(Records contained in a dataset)
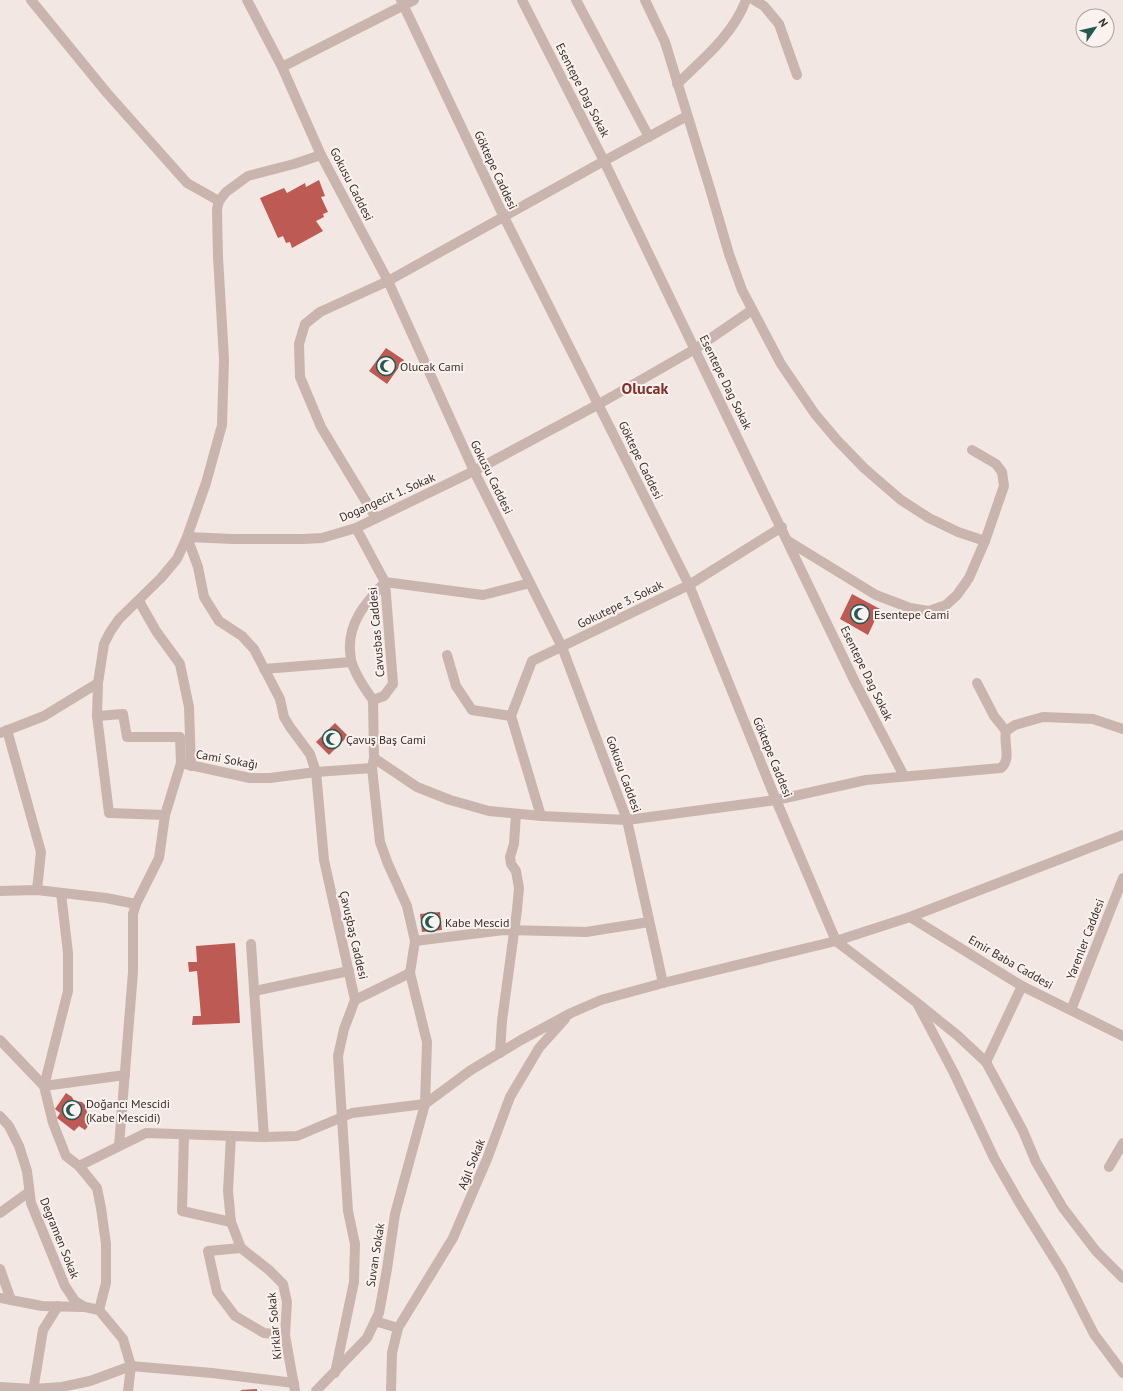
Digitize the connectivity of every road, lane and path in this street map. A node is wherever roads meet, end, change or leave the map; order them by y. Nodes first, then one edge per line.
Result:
1 (31, 0) edge
2 (247, 0) edge
3 (414, 0) edge
4 (522, 0) edge
5 (576, 0) edge
6 (645, 0) edge
7 (746, 0) edge
8 (754, 0) edge
9 (402, 3) edge
10 (282, 67) junction
11 (797, 75) dead end
12 (677, 84) junction
13 (687, 116) junction
14 (649, 137) junction
15 (322, 155) junction
16 (604, 161) junction
17 (219, 201) junction
18 (504, 217) junction
19 (388, 281) junction
20 (752, 310) junction
21 (695, 349) junction
22 (599, 404) junction
23 (972, 450) dead end
24 (474, 471) junction
25 (376, 518) junction
26 (782, 527) junction
27 (356, 528) junction
28 (187, 537) junction
29 (788, 541) junction
30 (985, 541) junction
31 (385, 582) junction
32 (530, 584) junction
33 (689, 585) junction
34 (139, 601) junction
35 (562, 647) junction
36 (447, 655) dead end
37 (351, 662) junction
38 (264, 669) junction
39 (98, 683) junction
40 (977, 683) dead end
41 (373, 700) junction
42 (98, 716) junction
43 (511, 716) junction
44 (1123, 729) edge
45 (1006, 731) junction
46 (3, 732) edge
47 (373, 763) junction
48 (186, 764) junction
49 (316, 772) junction
50 (904, 776) junction
51 (776, 800) junction
52 (516, 814) junction
53 (165, 815) junction
54 (541, 816) junction
55 (627, 820) junction
56 (1123, 835) edge
57 (1123, 878) edge
58 (37, 890) junction
59 (0, 891) edge
60 (61, 893) junction
61 (136, 904) junction
62 (910, 917) junction
63 (649, 922) junction
64 (515, 929) junction
65 (415, 941) junction
66 (836, 941) junction
67 (251, 944) dead end
68 (349, 972) junction
69 (410, 973) junction
70 (663, 983) junction
71 (1022, 986) junction
72 (254, 991) junction
73 (355, 1000) junction
74 (916, 1002) junction
75 (1071, 1010) junction
76 (571, 1013) junction
77 (1123, 1036) edge
78 (0, 1040) edge
79 (500, 1053) junction
80 (986, 1062) junction
81 (125, 1075) junction
82 (44, 1086) junction
83 (425, 1104) junction
84 (0, 1116) edge
85 (342, 1117) junction
86 (184, 1135) junction
87 (231, 1136) junction
88 (264, 1137) junction
89 (1123, 1143) edge
90 (119, 1146) junction
91 (79, 1166) junction
92 (1108, 1167) dead end
93 (29, 1192) junction
94 (0, 1213) edge
95 (231, 1222) junction
96 (242, 1248) junction
97 (0, 1269) edge
98 (1123, 1278) edge
99 (0, 1298) edge
100 (11, 1300) junction
101 (58, 1306) junction
102 (85, 1307) junction
103 (99, 1310) junction
104 (375, 1321) junction
105 (398, 1328) junction
106 (285, 1335) junction
107 (130, 1366) junction
108 (335, 1373) junction
109 (1123, 1373) edge
110 (0, 1387) edge
111 (294, 1387) edge
112 (33, 1390) edge
113 (128, 1391) edge
114 (316, 1391) edge
115 (391, 1391) edge

1 - 17 street
2 - 10 street, Gokusu Caddesi
3 - 9 street
4 - 16 street, Esentepe Dag Sokak
5 - 14 street
6 - 12 street
7 - 12 street
8 - 11 street
9 - 10 street
9 - 18 street, Göktepe Caddesi
10 - 15 street, Gokusu Caddesi
12 - 13 street
13 - 14 street
13 - 20 street
14 - 16 street
15 - 17 street
15 - 19 street, Gokusu Caddesi
16 - 18 street
16 - 21 street, Esentepe Dag Sokak
17 - 28 street
18 - 19 street
18 - 22 street, Göktepe Caddesi
19 - 24 street, Gokusu Caddesi
19 - 25 street
20 - 21 street, Dogangecit 1. Sokak
20 - 30 street
21 - 22 street, Dogangecit 1. Sokak
21 - 26 street, Esentepe Dag Sokak
22 - 24 street, Dogangecit 1. Sokak
22 - 33 street, Göktepe Caddesi
23 - 30 street
24 - 25 street, Dogangecit 1. Sokak
24 - 32 street, Gokusu Caddesi
25 - 27 street, Dogangecit 1. Sokak
26 - 29 street, Esentepe Dag Sokak
26 - 33 street, Gokutepe 3. Sokak
27 - 28 street, Dogangecit 1. Sokak
27 - 31 street, Cavusbas Caddesi
28 - 34 street
28 - 38 street, Çavuşbaş Caddesi
29 - 30 street
29 - 50 street, Esentepe Dag Sokak
31 - 32 street
31 - 37 street
31 - 41 street, Cavusbas Caddesi
32 - 35 street, Gokusu Caddesi
33 - 35 street, Gokutepe 3. Sokak
33 - 51 street, Göktepe Caddesi
34 - 39 street
34 - 48 street
35 - 43 street, Gokutepe 3. Sokak
35 - 55 street, Gokusu Caddesi
36 - 43 street
37 - 38 street
37 - 41 street
38 - 49 street, Çavuşbaş Caddesi
39 - 42 street
39 - 46 street
40 - 45 street
41 - 47 street
42 - 48 street, Cami Sokağı
42 - 53 street
43 - 54 street
44 - 45 street
45 - 50 street
46 - 58 street
47 - 49 street, Cami Sokağı
47 - 52 street
47 - 65 street
48 - 49 street, Cami Sokağı
48 - 53 street
49 - 68 street, Çavuşbaş Caddesi
50 - 51 street
51 - 55 street
51 - 66 street, Göktepe Caddesi
52 - 54 street
52 - 64 street
53 - 61 street
54 - 55 street
55 - 63 street, Gokusu Caddesi
56 - 62 street
57 - 75 street, Yarenler Caddesi
58 - 59 street
58 - 60 street
60 - 61 street
60 - 82 street
61 - 81 street
62 - 66 street
62 - 71 street, Emir Baba Caddesi
63 - 64 street
63 - 70 street, Gokusu Caddesi
64 - 65 street
64 - 79 street
65 - 69 street
66 - 70 street
66 - 74 street
67 - 72 street
68 - 72 street
68 - 73 street, Çavuşbaş Caddesi
69 - 73 street
69 - 83 street
70 - 76 street
71 - 75 street, Emir Baba Caddesi
71 - 80 street
72 - 88 street
73 - 85 street
74 - 80 street
74 - 109 street
75 - 77 street, Emir Baba Caddesi
76 - 79 street
76 - 105 street, Ağıl Sokak
78 - 82 street
79 - 83 street
80 - 98 street
81 - 82 street
81 - 90 street
82 - 91 street
83 - 85 street
83 - 104 street, Suvan Sokak
84 - 93 street, Degramen Sokak
85 - 88 street
85 - 108 street
86 - 87 street
86 - 90 street
86 - 95 street
87 - 88 street
87 - 95 street, Kirklar Sokak
89 - 92 street
90 - 91 street
91 - 103 street
93 - 94 street
93 - 102 street, Degramen Sokak
95 - 96 street, Kirklar Sokak
96 - 106 street, Kirklar Sokak
96 - 106 street
97 - 100 street
99 - 100 street
100 - 101 street
101 - 102 street
101 - 112 street
102 - 103 street, Degramen Sokak
103 - 107 street
104 - 105 street
104 - 108 street, Suvan Sokak
105 - 115 street, Ağıl Sokak
106 - 111 street, Kirklar Sokak
107 - 111 street
107 - 112 street
107 - 113 street
108 - 114 street, Suvan Sokak
110 - 112 street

### WHAT THE EXERCISE ASKS
Verbatim repetition of the entries is required, excluding any pictures.

### ANSWER TO THE PROBLEM
Digitize the connectivity of every road, lane and path in this street map. A node is wherever roads meet, end, change or leave the map; order them by y. Nodes first, then one edge per line.
Result:
1 (31, 0) edge
2 (247, 0) edge
3 (414, 0) edge
4 (522, 0) edge
5 (576, 0) edge
6 (645, 0) edge
7 (746, 0) edge
8 (754, 0) edge
9 (402, 3) edge
10 (282, 67) junction
11 (797, 75) dead end
12 (677, 84) junction
13 (687, 116) junction
14 (649, 137) junction
15 (322, 155) junction
16 (604, 161) junction
17 (219, 201) junction
18 (504, 217) junction
19 (388, 281) junction
20 (752, 310) junction
21 (695, 349) junction
22 (599, 404) junction
23 (972, 450) dead end
24 (474, 471) junction
25 (376, 518) junction
26 (782, 527) junction
27 (356, 528) junction
28 (187, 537) junction
29 (788, 541) junction
30 (985, 541) junction
31 (385, 582) junction
32 (530, 584) junction
33 (689, 585) junction
34 (139, 601) junction
35 (562, 647) junction
36 (447, 655) dead end
37 (351, 662) junction
38 (264, 669) junction
39 (98, 683) junction
40 (977, 683) dead end
41 (373, 700) junction
42 (98, 716) junction
43 (511, 716) junction
44 (1123, 729) edge
45 (1006, 731) junction
46 (3, 732) edge
47 (373, 763) junction
48 (186, 764) junction
49 (316, 772) junction
50 (904, 776) junction
51 (776, 800) junction
52 (516, 814) junction
53 (165, 815) junction
54 (541, 816) junction
55 (627, 820) junction
56 (1123, 835) edge
57 (1123, 878) edge
58 (37, 890) junction
59 (0, 891) edge
60 (61, 893) junction
61 (136, 904) junction
62 (910, 917) junction
63 (649, 922) junction
64 (515, 929) junction
65 (415, 941) junction
66 (836, 941) junction
67 (251, 944) dead end
68 (349, 972) junction
69 (410, 973) junction
70 (663, 983) junction
71 (1022, 986) junction
72 (254, 991) junction
73 (355, 1000) junction
74 (916, 1002) junction
75 (1071, 1010) junction
76 (571, 1013) junction
77 (1123, 1036) edge
78 (0, 1040) edge
79 (500, 1053) junction
80 (986, 1062) junction
81 (125, 1075) junction
82 (44, 1086) junction
83 (425, 1104) junction
84 (0, 1116) edge
85 (342, 1117) junction
86 (184, 1135) junction
87 (231, 1136) junction
88 (264, 1137) junction
89 (1123, 1143) edge
90 (119, 1146) junction
91 (79, 1166) junction
92 (1108, 1167) dead end
93 (29, 1192) junction
94 (0, 1213) edge
95 (231, 1222) junction
96 (242, 1248) junction
97 (0, 1269) edge
98 (1123, 1278) edge
99 (0, 1298) edge
100 (11, 1300) junction
101 (58, 1306) junction
102 (85, 1307) junction
103 (99, 1310) junction
104 (375, 1321) junction
105 (398, 1328) junction
106 (285, 1335) junction
107 (130, 1366) junction
108 (335, 1373) junction
109 (1123, 1373) edge
110 (0, 1387) edge
111 (294, 1387) edge
112 (33, 1390) edge
113 (128, 1391) edge
114 (316, 1391) edge
115 (391, 1391) edge

1 - 17 street
2 - 10 street, Gokusu Caddesi
3 - 9 street
4 - 16 street, Esentepe Dag Sokak
5 - 14 street
6 - 12 street
7 - 12 street
8 - 11 street
9 - 10 street
9 - 18 street, Göktepe Caddesi
10 - 15 street, Gokusu Caddesi
12 - 13 street
13 - 14 street
13 - 20 street
14 - 16 street
15 - 17 street
15 - 19 street, Gokusu Caddesi
16 - 18 street
16 - 21 street, Esentepe Dag Sokak
17 - 28 street
18 - 19 street
18 - 22 street, Göktepe Caddesi
19 - 24 street, Gokusu Caddesi
19 - 25 street
20 - 21 street, Dogangecit 1. Sokak
20 - 30 street
21 - 22 street, Dogangecit 1. Sokak
21 - 26 street, Esentepe Dag Sokak
22 - 24 street, Dogangecit 1. Sokak
22 - 33 street, Göktepe Caddesi
23 - 30 street
24 - 25 street, Dogangecit 1. Sokak
24 - 32 street, Gokusu Caddesi
25 - 27 street, Dogangecit 1. Sokak
26 - 29 street, Esentepe Dag Sokak
26 - 33 street, Gokutepe 3. Sokak
27 - 28 street, Dogangecit 1. Sokak
27 - 31 street, Cavusbas Caddesi
28 - 34 street
28 - 38 street, Çavuşbaş Caddesi
29 - 30 street
29 - 50 street, Esentepe Dag Sokak
31 - 32 street
31 - 37 street
31 - 41 street, Cavusbas Caddesi
32 - 35 street, Gokusu Caddesi
33 - 35 street, Gokutepe 3. Sokak
33 - 51 street, Göktepe Caddesi
34 - 39 street
34 - 48 street
35 - 43 street, Gokutepe 3. Sokak
35 - 55 street, Gokusu Caddesi
36 - 43 street
37 - 38 street
37 - 41 street
38 - 49 street, Çavuşbaş Caddesi
39 - 42 street
39 - 46 street
40 - 45 street
41 - 47 street
42 - 48 street, Cami Sokağı
42 - 53 street
43 - 54 street
44 - 45 street
45 - 50 street
46 - 58 street
47 - 49 street, Cami Sokağı
47 - 52 street
47 - 65 street
48 - 49 street, Cami Sokağı
48 - 53 street
49 - 68 street, Çavuşbaş Caddesi
50 - 51 street
51 - 55 street
51 - 66 street, Göktepe Caddesi
52 - 54 street
52 - 64 street
53 - 61 street
54 - 55 street
55 - 63 street, Gokusu Caddesi
56 - 62 street
57 - 75 street, Yarenler Caddesi
58 - 59 street
58 - 60 street
60 - 61 street
60 - 82 street
61 - 81 street
62 - 66 street
62 - 71 street, Emir Baba Caddesi
63 - 64 street
63 - 70 street, Gokusu Caddesi
64 - 65 street
64 - 79 street
65 - 69 street
66 - 70 street
66 - 74 street
67 - 72 street
68 - 72 street
68 - 73 street, Çavuşbaş Caddesi
69 - 73 street
69 - 83 street
70 - 76 street
71 - 75 street, Emir Baba Caddesi
71 - 80 street
72 - 88 street
73 - 85 street
74 - 80 street
74 - 109 street
75 - 77 street, Emir Baba Caddesi
76 - 79 street
76 - 105 street, Ağıl Sokak
78 - 82 street
79 - 83 street
80 - 98 street
81 - 82 street
81 - 90 street
82 - 91 street
83 - 85 street
83 - 104 street, Suvan Sokak
84 - 93 street, Degramen Sokak
85 - 88 street
85 - 108 street
86 - 87 street
86 - 90 street
86 - 95 street
87 - 88 street
87 - 95 street, Kirklar Sokak
89 - 92 street
90 - 91 street
91 - 103 street
93 - 94 street
93 - 102 street, Degramen Sokak
95 - 96 street, Kirklar Sokak
96 - 106 street, Kirklar Sokak
96 - 106 street
97 - 100 street
99 - 100 street
100 - 101 street
101 - 102 street
101 - 112 street
102 - 103 street, Degramen Sokak
103 - 107 street
104 - 105 street
104 - 108 street, Suvan Sokak
105 - 115 street, Ağıl Sokak
106 - 111 street, Kirklar Sokak
107 - 111 street
107 - 112 street
107 - 113 street
108 - 114 street, Suvan Sokak
110 - 112 street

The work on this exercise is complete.